Les consistoires transmettent au gouvernement, avec
leur avis, les délibérations des
conseils presbytéraux ; ils veillent
à la
célébration
régulière du culte, au maintien de la
liturgie et de la discipline, et à
l'expédition des affaires dans les diverses
paroisses de leur ressort ; ils surveillent
l'administration des biens des paroisses et
administrent les biens consistoriaux ; ils
acceptent, sous l'approbation de l'autorité
supérieure, les legs ou donations faits au
consistoire, ou indivisément aux
Églises du ressort ; ils arrêtent
les budgets, vérifient et approuvent les
comptes de ces conseils ; enfin, les
consistoires nomment aux places de pasteurs qui
viennent à vaquer dans les Églises de
leur ressort, et proposent au gouvernement la
création de places nouvelles.
Comme les conseils presbytéraux, les
consistoires sont renouvelés par
moitié tous les trois ans.
Que celui qui préside le fasse avec soin. Rom., XII, 8.
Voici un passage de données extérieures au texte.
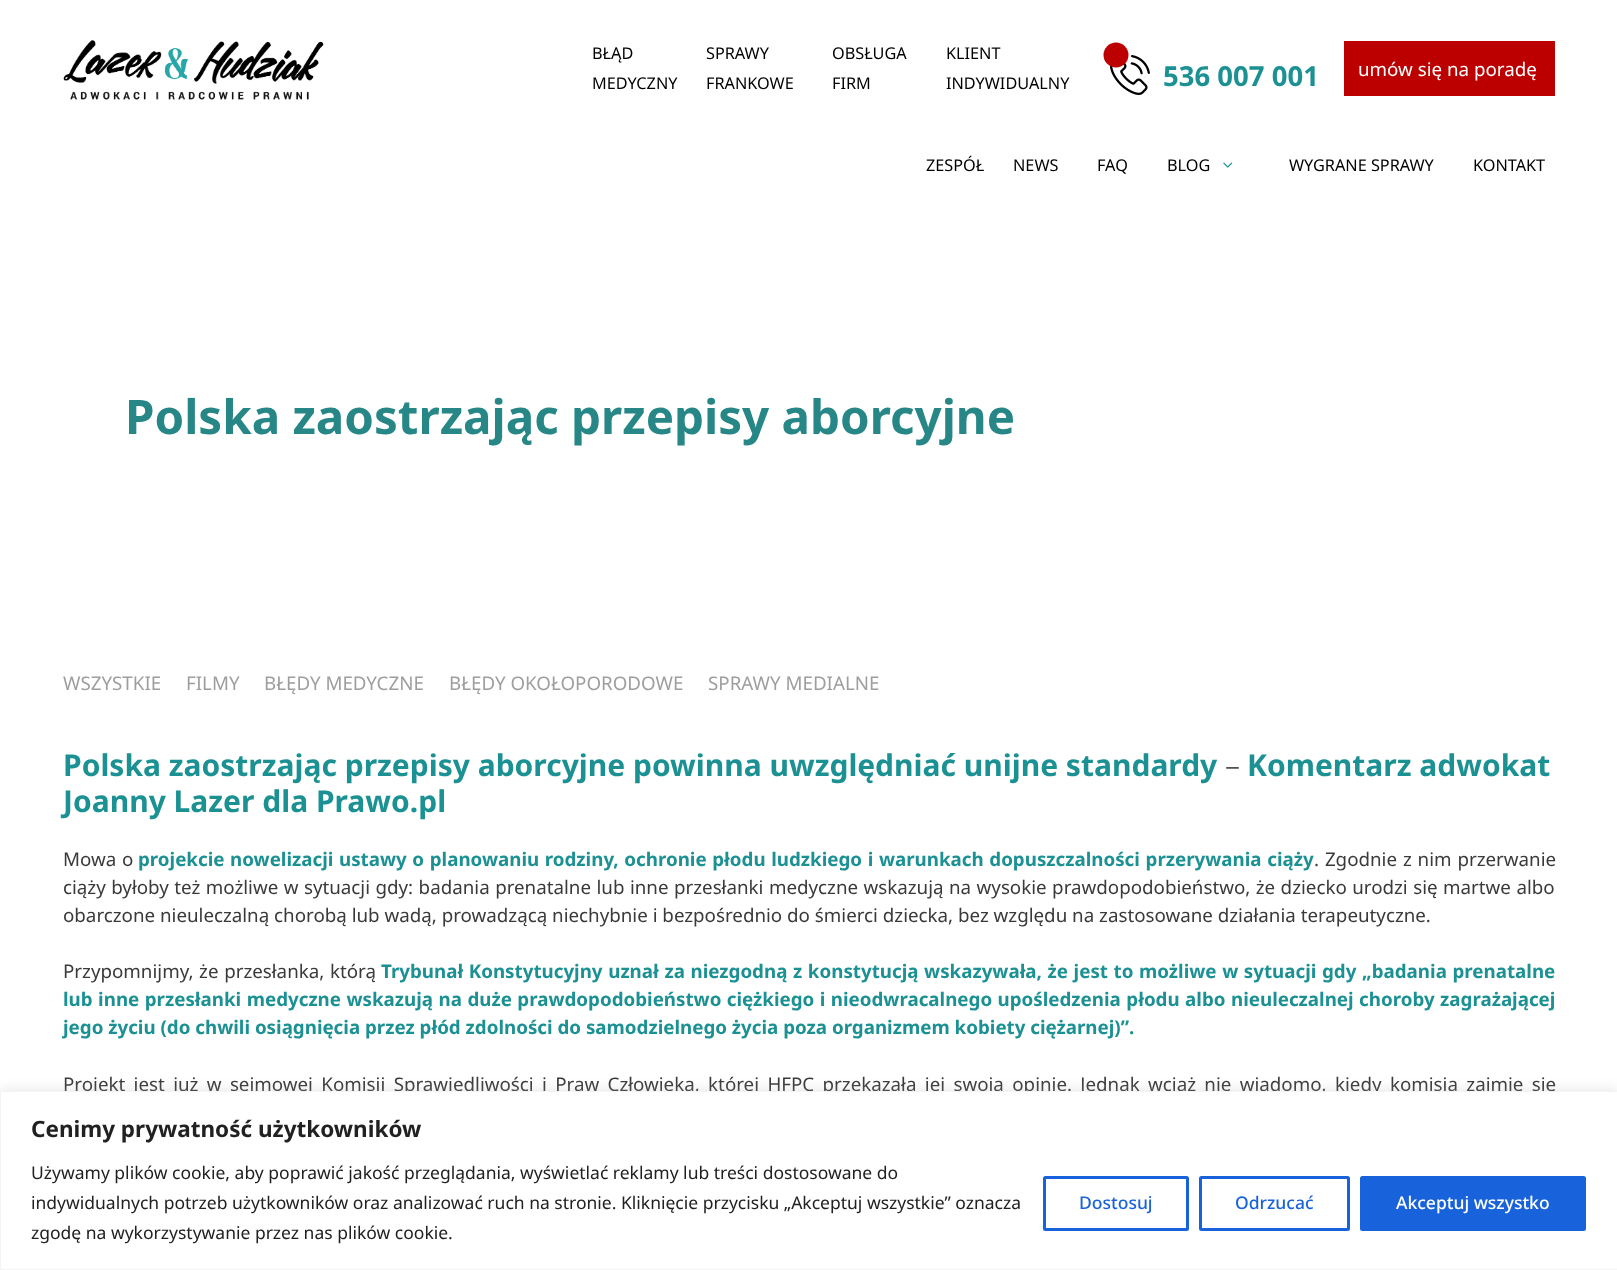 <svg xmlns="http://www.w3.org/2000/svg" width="1617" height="1270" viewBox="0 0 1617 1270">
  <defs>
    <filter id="blur1" x="-50%" y="-200%" width="200%" height="500%"><feGaussianBlur stdDeviation="6"/></filter>
  </defs>
  <rect width="100%" height="100%" fill="#ffffff"/>
  <image x="63" y="40" width="261" height="60" href="img1.png"/>
  <text x="592" y="59" font-family="Noto Sans" font-size="16.25" fill="#000000">BŁĄD</text>
  <text x="592" y="89" font-family="Noto Sans" font-size="16.25" fill="#000000">MEDYCZNY</text>
  <text x="706" y="59" font-family="Noto Sans" font-size="16.25" fill="#000000">SPRAWY</text>
  <text x="706" y="89" font-family="Noto Sans" font-size="16.25" fill="#000000">FRANKOWE</text>
  <text x="832" y="59" font-family="Noto Sans" font-size="16.25" fill="#000000">OBSŁUGA</text>
  <text x="832" y="89" font-family="Noto Sans" font-size="16.25" fill="#000000">FIRM</text>
  <text x="946" y="59" font-family="Noto Sans" font-size="16.25" fill="#000000">KLIENT</text>
  <text x="946" y="89" font-family="Noto Sans" font-size="16.25" fill="#000000">INDYWIDUALNY</text>
  <image x="1110" y="55" width="40" height="40" href="img2.png"/>
  <circle cx="1116" cy="55" r="12.5" fill="#bc0000"/>
  <text x="1163" y="86" font-family="Noto Sans" font-size="27.5" font-weight="bold" fill="#1c9193">536 007 001</text>
  <rect x="1344" y="41" width="211" height="55" fill="#bc0000"/>
  <text x="1358" y="76" font-family="Noto Sans" font-size="18.75" fill="#ffffff">umów się na poradę</text>
  <text x="926" y="171" font-family="Noto Sans" font-size="16.25" fill="#000000">ZESPÓŁ</text>
  <text x="1013" y="171" font-family="Noto Sans" font-size="16.25" fill="#000000">NEWS</text>
  <text x="1097" y="171" font-family="Noto Sans" font-size="16.25" fill="#000000">FAQ</text>
  <text x="1167" y="171" font-family="Noto Sans" font-size="16.25" fill="#000000">BLOG</text>
  <image x="1223" y="162" width="10" height="6" href="img3.png"/>
  <text x="1289" y="171" font-family="Noto Sans" font-size="16.25" fill="#000000">WYGRANE SPRAWY</text>
  <text x="1473" y="171" font-family="Noto Sans" font-size="16.25" fill="#000000">KONTAKT</text>
  <text x="125" y="434" font-family="Noto Sans" font-size="47.5" font-weight="bold" fill="#278787">Polska zaostrzając przepisy aborcyjne</text>
  <text x="63" y="690" font-family="Noto Sans" font-size="18.75" fill="#9e9e9e">WSZYSTKIE</text>
  <text x="186" y="690" font-family="Noto Sans" font-size="18.75" fill="#9e9e9e">FILMY</text>
  <text x="264" y="690" font-family="Noto Sans" font-size="18.75" fill="#9e9e9e">BŁĘDY MEDYCZNE</text>
  <text x="449" y="690" font-family="Noto Sans" font-size="18.75" fill="#9e9e9e">BŁĘDY OKOŁOPORODOWE</text>
  <text x="708" y="690" font-family="Noto Sans" font-size="18.75" fill="#9e9e9e">SPRAWY MEDIALNE</text>
  <text x="63" y="776" font-family="Noto Sans" font-size="30" font-weight="bold" fill="#1c9193">Polska zaostrzając przepisy aborcyjne powinna uwzględniać unijne standardy</text>
  <text x="1225" y="776" font-family="Noto Sans" font-size="30" font-weight="300" fill="#3a3a3a">–</text>
  <text x="1247" y="776" font-family="Noto Sans" font-size="30" font-weight="bold" fill="#1c9193">Komentarz adwokat</text>
  <text x="63" y="812" font-family="Noto Sans" font-size="30" font-weight="bold" fill="#1c9193">Joanny Lazer dla Prawo.pl</text>
  <text x="63" y="866" word-spacing="1" font-family="Noto Sans" font-size="18.75" fill="#3a3a3a">Mowa o</text>
  <text x="138" y="866" word-spacing="0.75" font-family="Noto Sans" font-size="18.75" font-weight="bold" fill="#1c9193">projekcie nowelizacji ustawy o planowaniu rodziny, ochronie płodu ludzkiego i warunkach dopuszczalności przerywania ciąży</text>
  <text x="1314" y="866" word-spacing="1" font-family="Noto Sans" font-size="18.75" fill="#3a3a3a">. Zgodnie z nim przerwanie</text>
  <text x="63" y="894" word-spacing="0.6" font-family="Noto Sans" font-size="18.75" fill="#3a3a3a">ciąży byłoby też możliwe w sytuacji gdy: badania prenatalne lub inne przesłanki medyczne wskazują na wysokie prawdopodobieństwo, że dziecko urodzi się martwe albo</text>
  <text x="63" y="922" font-family="Noto Sans" font-size="18.75" fill="#3a3a3a">obarczone nieuleczalną chorobą lub wadą, prowadzącą niechybnie i bezpośrednio do śmierci dziecka, bez względu na zastosowane działania terapeutyczne.</text>
  <text x="63" y="978" word-spacing="0.75" font-family="Noto Sans" font-size="18.75" fill="#3a3a3a">Przypomnijmy, że przesłanka, którą</text>
  <text x="381" y="978" word-spacing="0.75" font-family="Noto Sans" font-size="18.75" font-weight="bold" fill="#1c9193">Trybunał Konstytucyjny uznał za niezgodną z konstytucją wskazywała, że jest to możliwe w sytuacji gdy „badania prenatalne</text>
  <text x="63" y="1006" word-spacing="0.6" font-family="Noto Sans" font-size="18.75" font-weight="bold" fill="#1c9193">lub inne przesłanki medyczne wskazują na duże prawdopodobieństwo ciężkiego i nieodwracalnego upośledzenia płodu albo nieuleczalnej choroby zagrażającej</text>
  <text x="63" y="1034" font-family="Noto Sans" font-size="18.75" font-weight="bold" fill="#1c9193">jego życiu (do chwili osiągnięcia przez płód zdolności do samodzielnego życia poza organizmem kobiety ciężarnej)”.</text>
  <text x="63" y="1091" word-spacing="3.5" font-family="Noto Sans" font-size="18.75" fill="#3a3a3a">Projekt jest już w sejmowej Komisji Sprawiedliwości i Praw Człowieka, której HFPC przekazała jej swoją opinie. Jednak wciąż nie wiadomo, kiedy komisja zajmie się</text>
  <rect x="0" y="1090" width="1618" height="179" fill="#acabab" fill-opacity="0.3" filter="url(#blur1)"/>
  <rect x="0.5" y="1091.5" width="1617" height="178" fill="#ffffff" stroke="#f4f4f4"/>
  <text x="31" y="1137" font-family="Noto Sans" font-size="22.5" font-weight="bold" fill="#212121">Cenimy prywatność użytkowników</text>
  <text x="31" y="1179" font-family="Noto Sans" font-size="17.5" fill="#212121">Używamy plików cookie, aby poprawić jakość przeglądania, wyświetlać reklamy lub treści dostosowane do</text>
  <text x="31" y="1209" font-family="Noto Sans" font-size="17.5" fill="#212121">indywidualnych potrzeb użytkowników oraz analizować ruch na stronie. Kliknięcie przycisku „Akceptuj wszystkie” oznacza</text>
  <text x="31" y="1239" font-family="Noto Sans" font-size="17.5" fill="#212121">zgodę na wykorzystywanie przez nas plików cookie.</text>
  <rect x="1044.5" y="1177.5" width="143" height="52" rx="1" fill="none" stroke="#1863dc" stroke-width="3"/>
  <text x="1079" y="1209" font-family="Noto Sans" font-size="17.5" font-weight="500" fill="#1863dc">Dostosuj</text>
  <rect x="1200.5" y="1177.5" width="148" height="52" rx="1" fill="none" stroke="#1863dc" stroke-width="3"/>
  <text x="1235" y="1209" font-family="Noto Sans" font-size="17.5" font-weight="500" fill="#1863dc">Odrzucać</text>
  <rect x="1361.5" y="1177.5" width="223" height="52" rx="1" fill="#1863dc" stroke="#1863dc" stroke-width="3"/>
  <text x="1396" y="1209" font-family="Noto Sans" font-size="17.5" font-weight="500" fill="#ffffff">Akceptuj wszystko</text>
</svg>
On a vu, par les deux chapitres
précédents, que les conseils
presbytéraux sont les représentants
de chaque paroisse, et que, par le groupement d'un
certain nombre de paroisses
formant une circonscription, le consistoire
devient l'organe et le représentant de leurs
intérêts communs.
Au-dessus des consistoires doit se trouver une
autorité centrale qui coordonne leurs
travaux et règle les questions d'un
intérêt général. Ce
corps s'appelle synode national.
Il formait autrefois le faîte de
l'édifice élève par la sagesse
et la piété de nos pères.
Leurs assemblées veillèrent pendant
trois siècles aux destinées de nos
Églises. Longtemps elles furent
convoquées à la face des
persécutions et non loin des bûchers
et des échafauds.
Tenus, une ou deux fois par an, dans les villes
désignées à cet effet, les
synodes réunissaient les
députés envoyés par les
synodes provinciaux, qui y apportaient leurs
cahiers ou mémoires. Ces assemblées
solennelles décidaient en dernier ressort
les grandes questions qui intéressaient
l'Église ; la confession de foi et la
discipline générale leur
étaient confiées.
D'après la loi qui nous régit, le
synode national ne peut se tenir sans
l'autorisation spéciale du gouvernement. Or,
depuis la restauration des cultes, cette
autorisation n'a pas encore été
accordée ; mais le moment n'est pas
loin ou le gouvernement, qui se montre si
bienveillant pour nos Églises, accomplira en
leur faveur cet acte de justice destiné
à achever leur
reconstruction et à
assurer l'ordre et la régularité dans
leur existence civile et dans leur progrès
intérieur. Un conseil central, nommé par le gouvernement, et
composé de personnes distinguées,
sert aujourd'hui de lien officieux entre
l'État et nos Églises.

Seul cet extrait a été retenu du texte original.